Beyond the prerequisite for a free N terminus, the requirements for substrate binding to IRAP are difficult to define. The enzyme has previously been defined as specifically cleaving the N-terminal amino acid CysXaa-, in which the half-cystine residue is involved in a disulfide loop, notably in oxytocin, vasopressin, and somatostatin (Herbst et al., 1997). N-Terminal cysteine residues seem to be the preferential targets for the enzyme; however, other peptides that possess N-terminal cysteine residues and intramolecular disulfide bonds, such as calcitonin and endothelin, are not cleaved by the enzyme. Other peptides that are readily cleaved by IRAP include Lys-bradykinin, met-enkephalin, dynorphin A, neurokinin A, and neuromedin B (Herbst et al., 1997), which possess a range of N-terminal residues.

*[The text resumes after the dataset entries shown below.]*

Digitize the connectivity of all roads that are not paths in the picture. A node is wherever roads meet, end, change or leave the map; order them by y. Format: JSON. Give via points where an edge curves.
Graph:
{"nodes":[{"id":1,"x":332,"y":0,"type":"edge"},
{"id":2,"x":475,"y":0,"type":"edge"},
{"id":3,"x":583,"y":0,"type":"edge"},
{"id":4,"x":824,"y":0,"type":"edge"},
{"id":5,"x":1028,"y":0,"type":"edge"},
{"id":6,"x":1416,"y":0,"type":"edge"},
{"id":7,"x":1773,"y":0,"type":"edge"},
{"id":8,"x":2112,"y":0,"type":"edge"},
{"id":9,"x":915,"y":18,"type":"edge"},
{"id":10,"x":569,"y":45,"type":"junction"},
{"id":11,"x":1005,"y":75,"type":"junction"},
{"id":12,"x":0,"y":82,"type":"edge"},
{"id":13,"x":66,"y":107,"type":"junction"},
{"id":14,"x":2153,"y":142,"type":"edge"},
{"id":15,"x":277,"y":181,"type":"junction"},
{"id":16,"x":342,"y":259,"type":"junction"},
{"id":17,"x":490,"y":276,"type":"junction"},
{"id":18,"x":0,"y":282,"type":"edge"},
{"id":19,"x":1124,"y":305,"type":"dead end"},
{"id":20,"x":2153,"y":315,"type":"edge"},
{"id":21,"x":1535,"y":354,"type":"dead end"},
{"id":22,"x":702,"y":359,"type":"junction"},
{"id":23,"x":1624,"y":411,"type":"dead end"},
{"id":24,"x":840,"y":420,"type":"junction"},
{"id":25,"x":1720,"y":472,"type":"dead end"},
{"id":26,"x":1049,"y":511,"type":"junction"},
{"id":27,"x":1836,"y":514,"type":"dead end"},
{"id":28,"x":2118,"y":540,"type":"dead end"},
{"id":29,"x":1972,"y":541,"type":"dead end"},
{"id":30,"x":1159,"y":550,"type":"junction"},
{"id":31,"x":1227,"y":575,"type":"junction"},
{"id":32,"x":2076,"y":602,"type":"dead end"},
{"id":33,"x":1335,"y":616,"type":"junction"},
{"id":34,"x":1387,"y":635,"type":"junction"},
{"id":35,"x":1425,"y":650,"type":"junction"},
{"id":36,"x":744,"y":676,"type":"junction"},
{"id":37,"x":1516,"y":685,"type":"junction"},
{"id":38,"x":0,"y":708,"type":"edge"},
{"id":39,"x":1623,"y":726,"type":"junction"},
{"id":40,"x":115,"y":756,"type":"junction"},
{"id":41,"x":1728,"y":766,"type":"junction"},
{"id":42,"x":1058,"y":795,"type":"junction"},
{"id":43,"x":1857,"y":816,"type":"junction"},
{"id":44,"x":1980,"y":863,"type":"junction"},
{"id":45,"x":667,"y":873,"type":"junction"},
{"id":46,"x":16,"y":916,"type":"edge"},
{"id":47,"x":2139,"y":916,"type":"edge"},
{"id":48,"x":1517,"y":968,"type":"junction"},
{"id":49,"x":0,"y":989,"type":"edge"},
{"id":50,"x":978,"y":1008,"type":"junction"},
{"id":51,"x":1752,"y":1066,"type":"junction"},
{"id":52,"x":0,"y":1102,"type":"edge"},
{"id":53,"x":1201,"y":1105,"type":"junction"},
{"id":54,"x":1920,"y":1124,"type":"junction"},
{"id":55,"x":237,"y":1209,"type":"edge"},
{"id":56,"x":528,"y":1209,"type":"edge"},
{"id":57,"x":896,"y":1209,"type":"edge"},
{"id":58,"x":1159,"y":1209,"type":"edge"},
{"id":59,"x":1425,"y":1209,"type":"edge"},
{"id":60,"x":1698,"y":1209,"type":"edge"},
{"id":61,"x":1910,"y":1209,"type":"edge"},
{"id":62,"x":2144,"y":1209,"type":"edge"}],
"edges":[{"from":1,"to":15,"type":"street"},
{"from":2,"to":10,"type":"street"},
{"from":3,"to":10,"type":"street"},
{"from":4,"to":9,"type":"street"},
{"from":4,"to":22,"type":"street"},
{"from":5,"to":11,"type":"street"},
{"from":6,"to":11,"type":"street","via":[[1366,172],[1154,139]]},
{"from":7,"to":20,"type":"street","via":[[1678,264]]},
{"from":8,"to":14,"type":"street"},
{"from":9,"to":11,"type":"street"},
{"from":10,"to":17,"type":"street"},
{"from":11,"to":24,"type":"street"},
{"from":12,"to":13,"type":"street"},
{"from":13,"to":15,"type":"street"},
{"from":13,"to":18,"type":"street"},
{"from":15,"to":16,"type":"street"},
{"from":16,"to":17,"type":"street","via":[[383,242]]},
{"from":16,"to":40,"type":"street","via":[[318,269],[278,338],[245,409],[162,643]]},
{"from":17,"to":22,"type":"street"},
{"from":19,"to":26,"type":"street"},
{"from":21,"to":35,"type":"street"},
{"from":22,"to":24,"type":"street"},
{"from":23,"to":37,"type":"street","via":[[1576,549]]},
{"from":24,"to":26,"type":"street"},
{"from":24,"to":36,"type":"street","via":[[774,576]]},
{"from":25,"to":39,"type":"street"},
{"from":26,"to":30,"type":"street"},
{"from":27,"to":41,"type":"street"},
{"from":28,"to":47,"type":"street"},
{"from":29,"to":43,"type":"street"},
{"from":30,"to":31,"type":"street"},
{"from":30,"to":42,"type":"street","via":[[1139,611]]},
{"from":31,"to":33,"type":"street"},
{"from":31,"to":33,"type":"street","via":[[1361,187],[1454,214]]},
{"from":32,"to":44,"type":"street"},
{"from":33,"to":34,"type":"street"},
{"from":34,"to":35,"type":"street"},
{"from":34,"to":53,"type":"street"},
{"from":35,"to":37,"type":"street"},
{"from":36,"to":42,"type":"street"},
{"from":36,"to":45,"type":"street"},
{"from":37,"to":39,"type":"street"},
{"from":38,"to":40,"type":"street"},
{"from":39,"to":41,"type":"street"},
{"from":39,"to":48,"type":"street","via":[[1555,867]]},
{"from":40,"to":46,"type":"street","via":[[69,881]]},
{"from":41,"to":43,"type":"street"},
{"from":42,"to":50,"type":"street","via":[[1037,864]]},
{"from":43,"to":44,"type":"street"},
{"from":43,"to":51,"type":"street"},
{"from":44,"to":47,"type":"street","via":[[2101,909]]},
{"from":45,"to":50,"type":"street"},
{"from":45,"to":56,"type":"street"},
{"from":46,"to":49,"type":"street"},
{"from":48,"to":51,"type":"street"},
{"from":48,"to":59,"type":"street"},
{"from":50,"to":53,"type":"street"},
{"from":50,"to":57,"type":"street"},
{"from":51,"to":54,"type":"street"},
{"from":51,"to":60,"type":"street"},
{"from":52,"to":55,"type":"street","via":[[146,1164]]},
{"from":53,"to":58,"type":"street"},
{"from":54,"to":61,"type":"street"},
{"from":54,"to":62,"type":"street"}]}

In contrast to AT₄ ligands the affinities of such substrates are in the mid-micromolar range, as is common with peptidases.

In conclusion, we have demonstrated that the Val³ residue is crucial for LVV-hemorphin-7 binding to IRAP. This observation is in keeping with the suggestion that a hydrophobic amino acid is required at the N terminus for high-affinity binding to IRAP. In contrast, the C-terminal domain of LVV-hemorphin-7 does not seem to play an important role in determining ligands affinity for IRAP. The results from the current study indicate that the minimal sequence required for high-affinity binding and inhibition of IRAP is VYPWT. Modification of this truncated analog of LVV-hemorphin-7, using systematic cyclization and bicyclization, may yield specific, potent inhibitor(s) of IRAP.